What Is a Hand Woven Persian Rug Worth?


In the universe of Persian rugs, the most valuable are always the hand-woven types. Of course, value depends on a number of factors. These include the age and condition of the rug, as well as what it's made of. Additionally, the region where the rug was made as well as its specific weave and pattern contribute to overall value. When it's all added up, at the time of publication, many of these rugs can be worth $200,000 or more.


  • Persian carpets date back to at least the third century, when they were first produced in large numbers during Persia's Sassanid period. Since then, hand-woven varieties have been created by artisans in Iran (which is modern-day Persia) through a painstaking process combining designing, hand weaving and knotting. Antique rugs from that nation are often very valuable. At the time of publication, a certain online discounter is asking more than $125,000 for a large, antique, hand-woven, lamb's wool rug from Meshkabad, Iran.


  • Given that it can take a year or more to produce a large rug that's extremely detailed, hand-woven and knotted, it's not unusual to pay $15,000 to $40,000 for a new one. These rugs come in various motifs and patterns, as well as something specific to Persian rugs: curvilinear design. This particular design element is much more difficult to execute, and it's signified by flamelike curved lines and rhythms. This makes them superior to standard geometric, or straight-line, designs.


  • The materials used to make each Persian rug will also contribute to that rug's overall value. Fine lamb's wool and cotton are the two most predominant fibers used to make hand-woven types. Silk is the most valued fiber, though. When made of it, and when also made in certain provinces in Iran, these rugs can list for impressive prices. For example, another online discounter, at the time of publication, shows a list price of $217,000 for an approximately 5-foot-by-8-foot model.
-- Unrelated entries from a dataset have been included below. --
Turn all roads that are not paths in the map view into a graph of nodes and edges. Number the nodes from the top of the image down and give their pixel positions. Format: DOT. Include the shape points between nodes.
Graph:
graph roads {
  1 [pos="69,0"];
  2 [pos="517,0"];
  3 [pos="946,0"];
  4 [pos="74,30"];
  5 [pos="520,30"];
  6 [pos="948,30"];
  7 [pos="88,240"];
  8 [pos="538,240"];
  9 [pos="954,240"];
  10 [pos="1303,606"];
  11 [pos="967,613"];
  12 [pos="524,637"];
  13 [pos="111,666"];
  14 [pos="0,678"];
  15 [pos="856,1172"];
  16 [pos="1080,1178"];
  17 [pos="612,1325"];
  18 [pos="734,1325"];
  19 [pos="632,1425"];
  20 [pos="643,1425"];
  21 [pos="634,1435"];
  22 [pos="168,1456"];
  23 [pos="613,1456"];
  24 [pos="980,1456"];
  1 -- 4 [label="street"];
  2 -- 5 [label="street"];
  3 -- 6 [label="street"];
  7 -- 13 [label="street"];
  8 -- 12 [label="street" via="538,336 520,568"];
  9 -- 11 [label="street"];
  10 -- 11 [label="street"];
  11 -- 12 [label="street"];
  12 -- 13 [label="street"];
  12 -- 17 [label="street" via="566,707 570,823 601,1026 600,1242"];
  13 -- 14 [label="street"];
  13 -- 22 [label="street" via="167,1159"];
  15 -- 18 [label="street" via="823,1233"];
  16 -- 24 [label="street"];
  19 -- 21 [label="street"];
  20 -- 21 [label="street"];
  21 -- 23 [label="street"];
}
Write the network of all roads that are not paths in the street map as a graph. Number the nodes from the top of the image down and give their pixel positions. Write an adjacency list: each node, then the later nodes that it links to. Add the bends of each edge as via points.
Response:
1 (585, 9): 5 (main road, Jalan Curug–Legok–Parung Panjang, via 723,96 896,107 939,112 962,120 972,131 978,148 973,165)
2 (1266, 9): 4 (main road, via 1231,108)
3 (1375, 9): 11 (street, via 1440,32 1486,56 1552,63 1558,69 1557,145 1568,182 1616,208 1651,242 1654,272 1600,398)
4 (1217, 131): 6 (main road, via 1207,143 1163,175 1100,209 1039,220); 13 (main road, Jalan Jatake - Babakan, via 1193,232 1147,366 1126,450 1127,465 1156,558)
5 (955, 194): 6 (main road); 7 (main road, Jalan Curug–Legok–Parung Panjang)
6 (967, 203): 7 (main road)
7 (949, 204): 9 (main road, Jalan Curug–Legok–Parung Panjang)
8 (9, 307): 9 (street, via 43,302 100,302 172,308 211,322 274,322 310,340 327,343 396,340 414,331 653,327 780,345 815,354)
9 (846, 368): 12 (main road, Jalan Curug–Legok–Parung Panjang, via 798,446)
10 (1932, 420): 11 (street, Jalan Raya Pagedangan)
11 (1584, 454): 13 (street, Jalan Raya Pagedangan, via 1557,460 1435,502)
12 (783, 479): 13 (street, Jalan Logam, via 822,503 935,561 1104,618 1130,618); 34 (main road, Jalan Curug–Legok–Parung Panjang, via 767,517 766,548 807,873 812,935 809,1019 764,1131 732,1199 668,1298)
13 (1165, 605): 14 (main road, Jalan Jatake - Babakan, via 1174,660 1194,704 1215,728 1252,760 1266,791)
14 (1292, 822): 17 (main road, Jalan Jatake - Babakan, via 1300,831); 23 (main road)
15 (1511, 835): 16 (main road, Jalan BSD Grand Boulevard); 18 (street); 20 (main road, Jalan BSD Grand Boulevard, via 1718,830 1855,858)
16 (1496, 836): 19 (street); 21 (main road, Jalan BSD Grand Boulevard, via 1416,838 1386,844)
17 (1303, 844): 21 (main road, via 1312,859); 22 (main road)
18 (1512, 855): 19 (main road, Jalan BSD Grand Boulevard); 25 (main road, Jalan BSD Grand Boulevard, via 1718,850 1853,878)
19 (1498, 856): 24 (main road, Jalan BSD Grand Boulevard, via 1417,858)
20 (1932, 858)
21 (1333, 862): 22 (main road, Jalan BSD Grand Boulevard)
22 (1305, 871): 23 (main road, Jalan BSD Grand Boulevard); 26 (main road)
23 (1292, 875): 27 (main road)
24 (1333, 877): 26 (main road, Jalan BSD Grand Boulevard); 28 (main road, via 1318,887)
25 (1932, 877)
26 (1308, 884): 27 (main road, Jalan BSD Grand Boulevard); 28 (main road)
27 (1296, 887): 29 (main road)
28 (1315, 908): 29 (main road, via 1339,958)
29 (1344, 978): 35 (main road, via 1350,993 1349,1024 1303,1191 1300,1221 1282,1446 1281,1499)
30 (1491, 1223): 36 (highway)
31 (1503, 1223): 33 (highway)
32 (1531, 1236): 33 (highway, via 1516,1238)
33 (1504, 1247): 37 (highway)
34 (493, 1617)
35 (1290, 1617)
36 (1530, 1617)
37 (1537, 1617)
  • Surveys of typical hand-woven Persian rug prices in this second decade of the 21st century reveal many that are relatively affordable. Depending on size, design, condition and the province in Iran where they're made, some will run well under $1,500, used and after heavy discounting. A caution is in order, though: Some rugs advertised as being hand-woven and from Iran actually aren't. That's why you should have a certified appraiser check out your rug before you buy it.